ブータン🇧🇹より【カディンチェ柔道日記!No.16】

JUDOsでは、海外で柔道指導者として活躍されている方々の声をお届けする「海外からの柔道指導だより」を掲載しています。

南アジアのブータン王国でJICA青年海外協力隊として活動をしている福井勇貴さんからの活動報告です!


※Kadrin Chhe la(現地語 ゾンカ)ありがとう
ブータン柔道はこれまで多くの方々のご協力、支援があってここまで来ました。
そんな感謝の気持ちからタイトルコールはカディンチェとさせていただきました。

皆様、お世話になっております。

JICA海外協力隊としてブータンナショナルコーチをしています。福井 勇貴(ふくい ゆうき)です。

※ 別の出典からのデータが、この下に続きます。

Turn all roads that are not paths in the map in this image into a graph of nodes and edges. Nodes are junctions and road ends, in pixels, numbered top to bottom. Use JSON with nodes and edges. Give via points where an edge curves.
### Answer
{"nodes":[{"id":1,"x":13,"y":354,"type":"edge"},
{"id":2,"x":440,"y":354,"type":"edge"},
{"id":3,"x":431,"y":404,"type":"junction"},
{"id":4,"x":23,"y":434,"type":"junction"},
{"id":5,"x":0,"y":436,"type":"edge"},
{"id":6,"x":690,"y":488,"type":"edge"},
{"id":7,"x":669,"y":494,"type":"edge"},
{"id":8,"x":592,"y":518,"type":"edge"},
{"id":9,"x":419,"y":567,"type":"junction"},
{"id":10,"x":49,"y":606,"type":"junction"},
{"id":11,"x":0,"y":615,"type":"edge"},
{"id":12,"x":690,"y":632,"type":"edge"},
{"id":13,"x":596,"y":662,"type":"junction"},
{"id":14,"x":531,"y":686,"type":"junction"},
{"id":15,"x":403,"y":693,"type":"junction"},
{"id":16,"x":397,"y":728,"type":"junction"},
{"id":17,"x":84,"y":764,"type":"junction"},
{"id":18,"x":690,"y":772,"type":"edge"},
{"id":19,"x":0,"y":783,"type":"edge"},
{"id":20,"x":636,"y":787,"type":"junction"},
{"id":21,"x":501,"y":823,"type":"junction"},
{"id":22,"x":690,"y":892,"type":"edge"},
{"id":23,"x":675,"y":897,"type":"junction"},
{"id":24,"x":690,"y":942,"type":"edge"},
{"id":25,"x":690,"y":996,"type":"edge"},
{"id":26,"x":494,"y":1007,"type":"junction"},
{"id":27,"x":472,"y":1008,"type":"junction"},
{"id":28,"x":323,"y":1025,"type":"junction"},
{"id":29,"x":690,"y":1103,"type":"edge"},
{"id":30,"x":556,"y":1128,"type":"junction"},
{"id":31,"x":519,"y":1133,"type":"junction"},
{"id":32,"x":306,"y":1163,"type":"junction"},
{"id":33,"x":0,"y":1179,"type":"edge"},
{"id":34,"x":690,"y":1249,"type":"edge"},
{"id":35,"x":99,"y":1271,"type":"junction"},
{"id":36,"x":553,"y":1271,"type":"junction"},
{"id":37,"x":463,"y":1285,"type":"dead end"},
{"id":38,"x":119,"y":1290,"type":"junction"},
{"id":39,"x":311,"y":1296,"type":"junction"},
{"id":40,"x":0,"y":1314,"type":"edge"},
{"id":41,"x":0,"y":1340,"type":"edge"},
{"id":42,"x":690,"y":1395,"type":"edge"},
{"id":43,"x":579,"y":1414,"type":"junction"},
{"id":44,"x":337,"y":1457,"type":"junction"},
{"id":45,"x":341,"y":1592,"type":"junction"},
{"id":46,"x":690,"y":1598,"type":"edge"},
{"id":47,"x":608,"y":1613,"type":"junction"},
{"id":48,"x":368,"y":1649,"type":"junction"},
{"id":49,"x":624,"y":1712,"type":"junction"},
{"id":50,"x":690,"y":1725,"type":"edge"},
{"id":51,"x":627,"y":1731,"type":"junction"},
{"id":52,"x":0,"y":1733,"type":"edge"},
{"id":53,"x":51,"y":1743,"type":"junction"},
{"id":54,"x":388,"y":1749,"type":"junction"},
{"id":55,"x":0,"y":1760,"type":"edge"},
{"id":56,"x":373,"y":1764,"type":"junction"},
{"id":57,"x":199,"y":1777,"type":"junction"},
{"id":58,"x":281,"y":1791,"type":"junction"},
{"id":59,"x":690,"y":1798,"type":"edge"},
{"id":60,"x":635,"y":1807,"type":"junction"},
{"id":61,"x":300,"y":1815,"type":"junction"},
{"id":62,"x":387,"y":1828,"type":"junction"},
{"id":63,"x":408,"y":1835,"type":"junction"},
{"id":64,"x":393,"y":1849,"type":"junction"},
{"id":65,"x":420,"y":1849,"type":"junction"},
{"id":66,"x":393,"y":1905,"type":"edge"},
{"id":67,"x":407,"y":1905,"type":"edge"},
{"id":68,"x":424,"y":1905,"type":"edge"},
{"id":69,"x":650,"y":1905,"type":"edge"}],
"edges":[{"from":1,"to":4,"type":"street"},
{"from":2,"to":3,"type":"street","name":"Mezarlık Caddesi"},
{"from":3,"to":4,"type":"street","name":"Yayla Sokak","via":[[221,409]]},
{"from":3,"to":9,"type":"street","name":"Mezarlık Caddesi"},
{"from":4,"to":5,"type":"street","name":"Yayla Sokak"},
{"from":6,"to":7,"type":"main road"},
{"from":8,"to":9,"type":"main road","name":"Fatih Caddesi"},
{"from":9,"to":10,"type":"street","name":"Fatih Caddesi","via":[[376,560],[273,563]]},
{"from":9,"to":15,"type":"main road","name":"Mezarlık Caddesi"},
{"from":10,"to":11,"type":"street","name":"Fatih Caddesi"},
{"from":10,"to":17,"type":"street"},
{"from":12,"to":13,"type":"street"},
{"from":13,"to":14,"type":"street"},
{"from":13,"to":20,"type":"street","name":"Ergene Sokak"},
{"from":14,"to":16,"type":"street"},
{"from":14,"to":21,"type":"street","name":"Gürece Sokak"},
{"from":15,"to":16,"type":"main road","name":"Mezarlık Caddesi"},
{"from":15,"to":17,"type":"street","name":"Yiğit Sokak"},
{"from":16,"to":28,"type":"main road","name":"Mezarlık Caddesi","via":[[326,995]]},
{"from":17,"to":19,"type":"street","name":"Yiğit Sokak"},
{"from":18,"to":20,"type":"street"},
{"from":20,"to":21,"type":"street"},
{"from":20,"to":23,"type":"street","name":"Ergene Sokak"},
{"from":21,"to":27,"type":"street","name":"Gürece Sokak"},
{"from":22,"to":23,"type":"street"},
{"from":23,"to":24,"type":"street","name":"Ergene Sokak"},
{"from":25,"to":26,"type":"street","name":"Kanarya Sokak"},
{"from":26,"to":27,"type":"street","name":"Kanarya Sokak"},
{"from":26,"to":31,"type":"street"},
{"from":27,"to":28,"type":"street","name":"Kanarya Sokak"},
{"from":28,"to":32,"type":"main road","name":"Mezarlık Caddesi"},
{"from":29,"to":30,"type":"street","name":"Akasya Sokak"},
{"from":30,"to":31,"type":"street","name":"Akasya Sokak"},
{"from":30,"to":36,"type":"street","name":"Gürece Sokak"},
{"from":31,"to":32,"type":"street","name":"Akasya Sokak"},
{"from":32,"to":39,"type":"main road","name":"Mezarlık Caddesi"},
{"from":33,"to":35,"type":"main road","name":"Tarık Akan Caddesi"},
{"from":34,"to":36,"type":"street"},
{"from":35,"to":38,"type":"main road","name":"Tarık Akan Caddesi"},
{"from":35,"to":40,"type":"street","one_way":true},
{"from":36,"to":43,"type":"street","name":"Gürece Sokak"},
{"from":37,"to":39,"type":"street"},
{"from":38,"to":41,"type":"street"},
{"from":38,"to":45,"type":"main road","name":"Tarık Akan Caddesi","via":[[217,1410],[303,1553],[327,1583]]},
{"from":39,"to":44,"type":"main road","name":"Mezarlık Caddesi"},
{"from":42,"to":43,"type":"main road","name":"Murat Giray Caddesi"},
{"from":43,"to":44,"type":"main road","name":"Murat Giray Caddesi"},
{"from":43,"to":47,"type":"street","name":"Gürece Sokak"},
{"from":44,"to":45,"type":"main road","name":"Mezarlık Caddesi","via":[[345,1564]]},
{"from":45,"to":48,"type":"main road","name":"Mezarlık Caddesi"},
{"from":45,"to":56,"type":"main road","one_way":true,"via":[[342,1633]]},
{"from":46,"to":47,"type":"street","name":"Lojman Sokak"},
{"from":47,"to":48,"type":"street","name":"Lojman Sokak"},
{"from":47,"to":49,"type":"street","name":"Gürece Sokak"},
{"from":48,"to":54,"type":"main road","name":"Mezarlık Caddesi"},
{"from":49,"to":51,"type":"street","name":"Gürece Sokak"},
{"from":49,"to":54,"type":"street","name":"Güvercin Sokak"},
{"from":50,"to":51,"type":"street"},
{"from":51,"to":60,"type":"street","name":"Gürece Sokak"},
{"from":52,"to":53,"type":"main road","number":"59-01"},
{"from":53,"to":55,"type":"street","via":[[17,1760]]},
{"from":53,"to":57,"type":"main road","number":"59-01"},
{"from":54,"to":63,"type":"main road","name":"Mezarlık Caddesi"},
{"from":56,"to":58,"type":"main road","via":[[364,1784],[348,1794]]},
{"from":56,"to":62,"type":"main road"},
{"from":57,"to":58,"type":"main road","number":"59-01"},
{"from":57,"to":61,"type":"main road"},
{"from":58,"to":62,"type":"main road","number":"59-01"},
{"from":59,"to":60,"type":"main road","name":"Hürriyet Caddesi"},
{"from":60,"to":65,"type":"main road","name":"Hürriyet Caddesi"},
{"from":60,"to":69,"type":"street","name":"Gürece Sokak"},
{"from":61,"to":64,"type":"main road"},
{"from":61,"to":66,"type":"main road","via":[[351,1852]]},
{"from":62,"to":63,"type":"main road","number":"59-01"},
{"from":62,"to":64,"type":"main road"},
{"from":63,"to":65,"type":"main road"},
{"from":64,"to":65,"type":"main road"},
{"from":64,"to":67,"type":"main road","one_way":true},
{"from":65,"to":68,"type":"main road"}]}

ブータンではそろそろ夏が終わりを迎えてきて、日中には暖かく、夜は少し肌寒い季節になってきました。9月に入りましたが、9月はブータンには大きな伝統的なお祭りが開催されます。

そのお祭りでは、宗教的儀式や伝統的な舞踏が中心で,8世紀の偉大な高僧であるグル・リンポチェの生涯と功績を祝うために行われます。ブータンに来て約2年半になりますが、これまで2回ともこのイベントへ参加を逃してきたので、今年は友人が日本から来るということもあり、お祭りに参加してみたいと思います。

さて今回のテーマは前回の最後にお伝えしたように、7月14日に台湾にて開催されましたTaipei Asian Judo Open 2024にブータン柔道協会から3名の選手が出場しました。その大会の様子や裏側等についてお話しさせていただきたいと思います。

Bhutan Team台湾へ向けて出発

上記に記載させていただいたように7月14日に台湾にて開催されましたTaipei Asian Judo Open2024に出場すべくブータンから台湾へ向けて出発しました。

今回も私たちは、ブータンからタイを経由しタイから台湾へ向かいました。

個人的にも、私はこれまでに台湾へ行ったことがなかったので、少し楽しみにしながら台湾へ向かっていました。ブータンからタイの約5時間のフライト、到着後約11時間のスワンナプーム空港でのトランジットをし、台湾に翌日の17時に到着しました。到着後は各自夕食をとり、休養の時間に充てました。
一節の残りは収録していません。